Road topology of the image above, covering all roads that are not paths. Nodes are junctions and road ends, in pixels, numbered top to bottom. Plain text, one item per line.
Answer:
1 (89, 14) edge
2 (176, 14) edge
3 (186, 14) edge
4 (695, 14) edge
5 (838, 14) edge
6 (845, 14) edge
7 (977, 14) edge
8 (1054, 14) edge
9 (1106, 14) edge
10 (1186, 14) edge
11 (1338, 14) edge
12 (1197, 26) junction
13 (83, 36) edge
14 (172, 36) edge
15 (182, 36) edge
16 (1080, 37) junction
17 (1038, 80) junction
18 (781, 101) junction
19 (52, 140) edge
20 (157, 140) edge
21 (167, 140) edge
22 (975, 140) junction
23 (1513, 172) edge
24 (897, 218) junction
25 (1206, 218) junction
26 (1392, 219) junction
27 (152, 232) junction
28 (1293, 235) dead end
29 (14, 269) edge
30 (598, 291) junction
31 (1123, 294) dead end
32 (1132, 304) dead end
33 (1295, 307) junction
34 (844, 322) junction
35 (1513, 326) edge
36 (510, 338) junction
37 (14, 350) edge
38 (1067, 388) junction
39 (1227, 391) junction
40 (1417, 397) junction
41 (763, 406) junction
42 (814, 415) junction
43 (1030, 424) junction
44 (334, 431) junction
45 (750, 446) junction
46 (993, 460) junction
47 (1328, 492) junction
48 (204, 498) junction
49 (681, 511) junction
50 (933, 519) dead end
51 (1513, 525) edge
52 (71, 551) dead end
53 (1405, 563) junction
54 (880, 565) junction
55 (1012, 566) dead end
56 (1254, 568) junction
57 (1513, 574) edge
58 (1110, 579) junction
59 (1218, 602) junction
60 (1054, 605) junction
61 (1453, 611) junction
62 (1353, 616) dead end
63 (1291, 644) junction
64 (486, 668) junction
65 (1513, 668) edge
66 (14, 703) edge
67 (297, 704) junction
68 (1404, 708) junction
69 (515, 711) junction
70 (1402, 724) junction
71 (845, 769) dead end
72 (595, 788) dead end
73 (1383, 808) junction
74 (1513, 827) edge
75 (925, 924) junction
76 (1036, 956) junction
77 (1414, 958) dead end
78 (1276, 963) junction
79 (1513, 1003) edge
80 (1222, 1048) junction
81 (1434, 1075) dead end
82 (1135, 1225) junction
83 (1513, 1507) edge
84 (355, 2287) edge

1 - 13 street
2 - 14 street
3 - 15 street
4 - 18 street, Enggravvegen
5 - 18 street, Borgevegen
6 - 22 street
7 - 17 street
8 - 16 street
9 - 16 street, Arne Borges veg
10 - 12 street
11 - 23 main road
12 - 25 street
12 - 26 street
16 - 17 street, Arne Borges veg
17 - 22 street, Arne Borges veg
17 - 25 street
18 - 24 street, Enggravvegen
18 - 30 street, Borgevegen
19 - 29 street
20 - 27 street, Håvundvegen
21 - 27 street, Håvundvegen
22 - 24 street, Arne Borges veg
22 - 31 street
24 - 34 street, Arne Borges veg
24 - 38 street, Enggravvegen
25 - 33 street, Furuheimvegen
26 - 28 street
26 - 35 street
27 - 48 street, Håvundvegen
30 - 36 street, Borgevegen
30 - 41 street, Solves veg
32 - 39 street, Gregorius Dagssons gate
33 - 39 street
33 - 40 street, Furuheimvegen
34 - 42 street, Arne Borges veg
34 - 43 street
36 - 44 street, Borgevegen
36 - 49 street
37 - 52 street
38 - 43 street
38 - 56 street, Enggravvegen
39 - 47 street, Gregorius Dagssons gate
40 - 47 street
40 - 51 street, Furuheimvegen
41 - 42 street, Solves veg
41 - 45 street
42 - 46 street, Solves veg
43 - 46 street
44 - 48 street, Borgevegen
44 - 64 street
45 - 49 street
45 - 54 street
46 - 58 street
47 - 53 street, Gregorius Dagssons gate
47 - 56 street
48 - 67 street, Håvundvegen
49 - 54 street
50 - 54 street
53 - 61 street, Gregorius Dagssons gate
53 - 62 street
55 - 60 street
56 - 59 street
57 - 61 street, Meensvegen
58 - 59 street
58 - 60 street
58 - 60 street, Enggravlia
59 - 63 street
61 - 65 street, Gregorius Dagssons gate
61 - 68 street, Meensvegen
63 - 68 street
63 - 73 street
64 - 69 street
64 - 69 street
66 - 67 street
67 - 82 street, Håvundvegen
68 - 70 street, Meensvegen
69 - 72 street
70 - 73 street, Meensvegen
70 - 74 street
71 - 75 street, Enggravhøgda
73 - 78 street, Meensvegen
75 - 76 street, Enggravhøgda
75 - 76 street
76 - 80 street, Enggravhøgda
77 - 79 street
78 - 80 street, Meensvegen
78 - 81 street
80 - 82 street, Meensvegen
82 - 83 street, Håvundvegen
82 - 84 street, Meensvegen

--

Task details:
Return a copy of each line in the records above that has "dead" in it.

Solution to this exercise:
28 (1293, 235) dead end
31 (1123, 294) dead end
32 (1132, 304) dead end
50 (933, 519) dead end
52 (71, 551) dead end
55 (1012, 566) dead end
62 (1353, 616) dead end
71 (845, 769) dead end
72 (595, 788) dead end
77 (1414, 958) dead end
81 (1434, 1075) dead end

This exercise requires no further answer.